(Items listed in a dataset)
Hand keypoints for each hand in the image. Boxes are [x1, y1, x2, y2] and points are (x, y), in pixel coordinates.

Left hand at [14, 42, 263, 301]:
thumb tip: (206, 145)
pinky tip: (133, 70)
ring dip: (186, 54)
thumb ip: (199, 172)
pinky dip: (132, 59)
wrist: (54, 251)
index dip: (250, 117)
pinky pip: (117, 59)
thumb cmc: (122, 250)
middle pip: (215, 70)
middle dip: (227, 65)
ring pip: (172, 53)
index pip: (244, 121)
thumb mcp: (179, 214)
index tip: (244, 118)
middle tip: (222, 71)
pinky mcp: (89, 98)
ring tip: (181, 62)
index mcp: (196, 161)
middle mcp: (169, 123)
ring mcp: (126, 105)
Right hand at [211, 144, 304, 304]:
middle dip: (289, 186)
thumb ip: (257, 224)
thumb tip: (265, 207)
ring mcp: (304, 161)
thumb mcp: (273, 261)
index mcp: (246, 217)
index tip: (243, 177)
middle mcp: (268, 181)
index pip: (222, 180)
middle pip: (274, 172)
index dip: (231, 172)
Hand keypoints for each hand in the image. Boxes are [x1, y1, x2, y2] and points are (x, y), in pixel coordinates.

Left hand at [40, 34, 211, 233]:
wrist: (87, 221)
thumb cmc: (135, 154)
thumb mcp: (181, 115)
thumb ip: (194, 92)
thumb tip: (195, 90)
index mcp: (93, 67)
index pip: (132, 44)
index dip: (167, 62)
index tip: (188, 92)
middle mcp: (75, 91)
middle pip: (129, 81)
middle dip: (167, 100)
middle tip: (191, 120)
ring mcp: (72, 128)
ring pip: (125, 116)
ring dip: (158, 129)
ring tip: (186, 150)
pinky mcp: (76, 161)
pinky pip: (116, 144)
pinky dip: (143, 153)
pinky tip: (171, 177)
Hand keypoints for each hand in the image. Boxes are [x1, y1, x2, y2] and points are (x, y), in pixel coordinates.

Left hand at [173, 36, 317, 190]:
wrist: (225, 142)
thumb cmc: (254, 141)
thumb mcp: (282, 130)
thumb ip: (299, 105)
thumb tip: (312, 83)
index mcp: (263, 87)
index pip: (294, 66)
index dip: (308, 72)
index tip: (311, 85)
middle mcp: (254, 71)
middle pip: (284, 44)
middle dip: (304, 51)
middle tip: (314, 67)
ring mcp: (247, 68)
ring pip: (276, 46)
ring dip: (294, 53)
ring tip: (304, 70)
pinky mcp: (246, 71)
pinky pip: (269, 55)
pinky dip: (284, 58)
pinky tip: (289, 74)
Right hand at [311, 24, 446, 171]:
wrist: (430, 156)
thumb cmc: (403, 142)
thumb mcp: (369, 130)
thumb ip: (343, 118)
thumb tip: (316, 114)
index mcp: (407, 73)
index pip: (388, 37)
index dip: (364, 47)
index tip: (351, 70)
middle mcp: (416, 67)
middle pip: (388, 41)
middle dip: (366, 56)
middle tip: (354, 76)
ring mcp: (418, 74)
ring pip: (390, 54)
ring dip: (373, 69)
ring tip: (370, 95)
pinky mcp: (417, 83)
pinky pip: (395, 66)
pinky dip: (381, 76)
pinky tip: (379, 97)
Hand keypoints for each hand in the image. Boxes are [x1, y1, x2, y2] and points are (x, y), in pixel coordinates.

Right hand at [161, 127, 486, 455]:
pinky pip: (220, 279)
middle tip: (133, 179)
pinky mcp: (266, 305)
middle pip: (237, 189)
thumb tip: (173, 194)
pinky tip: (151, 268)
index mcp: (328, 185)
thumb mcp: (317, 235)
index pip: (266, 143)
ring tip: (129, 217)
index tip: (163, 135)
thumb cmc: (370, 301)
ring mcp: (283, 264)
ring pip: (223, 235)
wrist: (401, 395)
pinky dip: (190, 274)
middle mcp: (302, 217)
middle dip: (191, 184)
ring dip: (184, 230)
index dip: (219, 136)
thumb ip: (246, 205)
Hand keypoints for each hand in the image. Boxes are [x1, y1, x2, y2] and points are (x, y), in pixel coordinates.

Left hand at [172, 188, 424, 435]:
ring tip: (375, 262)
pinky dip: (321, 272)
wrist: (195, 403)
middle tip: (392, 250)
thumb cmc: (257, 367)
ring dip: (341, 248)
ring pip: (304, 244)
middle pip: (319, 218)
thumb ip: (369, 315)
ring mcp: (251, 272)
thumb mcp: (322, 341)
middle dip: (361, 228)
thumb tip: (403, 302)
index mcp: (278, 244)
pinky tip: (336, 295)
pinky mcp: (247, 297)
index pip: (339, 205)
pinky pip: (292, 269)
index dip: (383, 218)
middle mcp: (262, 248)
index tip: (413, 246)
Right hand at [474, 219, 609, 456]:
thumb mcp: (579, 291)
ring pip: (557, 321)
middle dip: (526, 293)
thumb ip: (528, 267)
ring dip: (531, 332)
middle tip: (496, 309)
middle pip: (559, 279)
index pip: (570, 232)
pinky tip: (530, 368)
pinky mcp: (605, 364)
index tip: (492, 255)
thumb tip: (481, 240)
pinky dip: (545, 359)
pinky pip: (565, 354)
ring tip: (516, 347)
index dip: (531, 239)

==

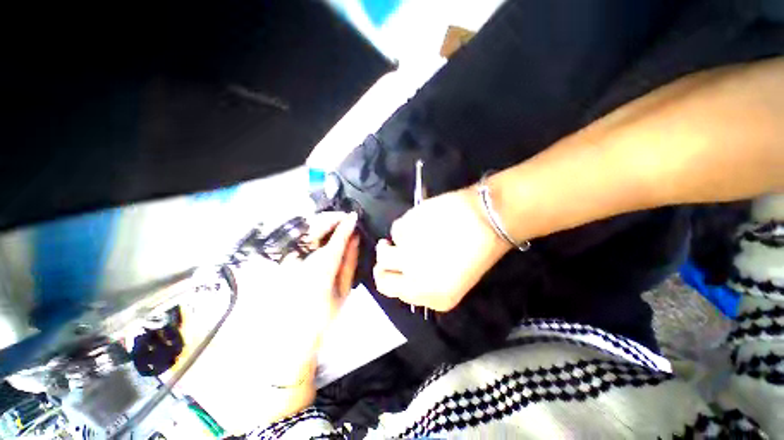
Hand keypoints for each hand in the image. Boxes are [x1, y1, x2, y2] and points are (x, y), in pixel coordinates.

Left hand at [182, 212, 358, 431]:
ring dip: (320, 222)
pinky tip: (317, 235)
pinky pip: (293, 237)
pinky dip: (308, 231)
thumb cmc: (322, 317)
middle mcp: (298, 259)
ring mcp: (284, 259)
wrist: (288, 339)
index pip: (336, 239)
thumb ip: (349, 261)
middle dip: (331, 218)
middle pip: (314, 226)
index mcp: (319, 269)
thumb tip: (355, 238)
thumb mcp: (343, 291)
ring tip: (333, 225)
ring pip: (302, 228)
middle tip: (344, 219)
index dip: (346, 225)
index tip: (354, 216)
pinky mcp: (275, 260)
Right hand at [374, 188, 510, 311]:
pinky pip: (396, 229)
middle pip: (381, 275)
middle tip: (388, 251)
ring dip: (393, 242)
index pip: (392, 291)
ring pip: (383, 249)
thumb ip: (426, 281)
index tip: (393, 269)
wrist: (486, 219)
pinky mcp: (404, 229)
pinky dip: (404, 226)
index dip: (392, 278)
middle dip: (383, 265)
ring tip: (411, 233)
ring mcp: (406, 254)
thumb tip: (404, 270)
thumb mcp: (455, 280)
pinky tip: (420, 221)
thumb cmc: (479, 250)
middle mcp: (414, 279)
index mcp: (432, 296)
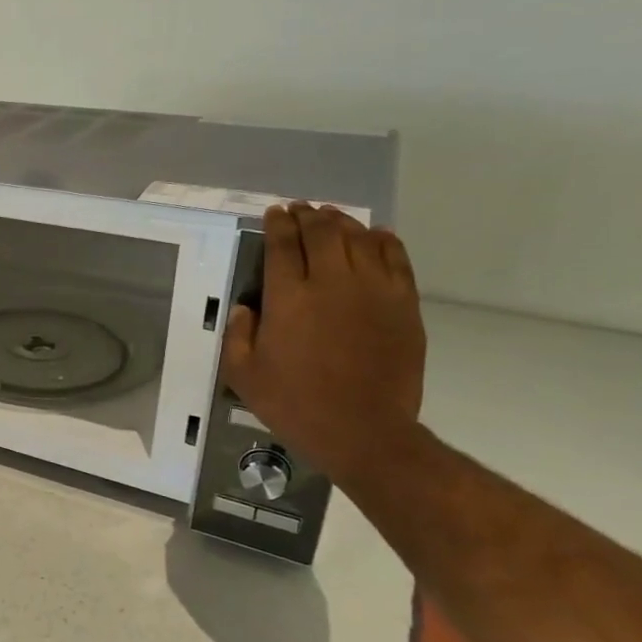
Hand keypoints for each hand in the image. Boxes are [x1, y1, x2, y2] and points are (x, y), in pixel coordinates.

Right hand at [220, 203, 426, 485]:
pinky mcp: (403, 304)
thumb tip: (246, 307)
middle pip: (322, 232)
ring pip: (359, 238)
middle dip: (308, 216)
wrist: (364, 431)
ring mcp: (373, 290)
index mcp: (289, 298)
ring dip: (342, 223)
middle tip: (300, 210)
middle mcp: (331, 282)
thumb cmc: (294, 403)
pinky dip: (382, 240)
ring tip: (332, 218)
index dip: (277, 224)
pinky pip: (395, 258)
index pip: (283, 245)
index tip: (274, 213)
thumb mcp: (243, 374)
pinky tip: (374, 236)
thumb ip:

- **Instructions to follow**
The answer is the run of lines above from the line containing "ring tip: (304, 70)" through the line containing "index dip: (531, 239)", copied exactly and alone.

- **Output for this exercise**
ring tip: (304, 70)
pinky mcp: (246, 71)
pinky pip: (269, 55)
pinky dip: (284, 58)
pinky tip: (289, 74)
Right hand at [311, 24, 446, 171]:
wrist: (430, 156)
thumb cmc: (403, 142)
thumb mcp: (369, 130)
thumb ip: (343, 118)
thumb tip: (316, 114)
index mcp: (407, 73)
index pip: (388, 37)
index dip: (364, 47)
index tip: (351, 70)
middle mcp: (416, 67)
middle pip: (388, 41)
middle dip: (366, 56)
middle tip: (354, 76)
ring mcp: (418, 74)
ring pip: (390, 54)
ring dip: (373, 69)
ring tip: (370, 95)
pinky mcp: (417, 83)
pinky pip: (395, 66)
pinky dip: (381, 76)
pinky tip: (379, 97)
Hand keypoints for each hand in the image. Boxes are [x1, y1, x2, y2] and points are (x, y), in pixel coordinates.

Right hand at [161, 127, 486, 455]:
pinky pip: (220, 279)
middle tip: (133, 179)
pinky mcp: (266, 305)
middle pip: (237, 189)
thumb tip: (173, 194)
pinky tip: (151, 268)
index mcp: (328, 185)
thumb mcp: (317, 235)
index pip: (266, 143)
ring tip: (129, 217)
index tip: (163, 135)
thumb cmc: (370, 301)
ring mcp: (283, 264)
ring pip: (223, 235)
wrist: (401, 395)
pinky dip: (190, 274)
middle mcp: (302, 217)
middle dip: (191, 184)
ring dip: (184, 230)
index dip: (219, 136)
thumb ip: (246, 205)
Hand keypoints for each hand in the image. Boxes are [x1, y1, x2, y2] and points are (x, y), in pixel coordinates.

Left hand at [172, 188, 424, 435]:
ring tip: (375, 262)
pinky dip: (321, 272)
wrist: (195, 403)
middle tip: (392, 250)
thumb cmc: (257, 367)
ring dip: (341, 248)
ring pip: (304, 244)
middle pip: (319, 218)
thumb ip: (369, 315)
ring mcp: (251, 272)
thumb mcp: (322, 341)
middle dip: (361, 228)
thumb tip: (403, 302)
index mcp: (278, 244)
pinky tip: (336, 295)
pinky mcp: (247, 297)
index pip: (339, 205)
pinky pip: (292, 269)
index dip: (383, 218)
middle mcp: (262, 248)
index tip: (413, 246)
Right hand at [474, 219, 609, 456]:
thumb mcp: (579, 291)
ring pip: (557, 321)
middle dip: (526, 293)
thumb ip: (528, 267)
ring dip: (531, 332)
middle tip: (496, 309)
middle pip: (559, 279)
index pip: (570, 232)
pinky tip: (530, 368)
pinky mcp: (605, 364)
index tip: (492, 255)
thumb tip: (481, 240)
pinky dip: (545, 359)
pinky pip: (565, 354)
ring tip: (516, 347)
index dip: (531, 239)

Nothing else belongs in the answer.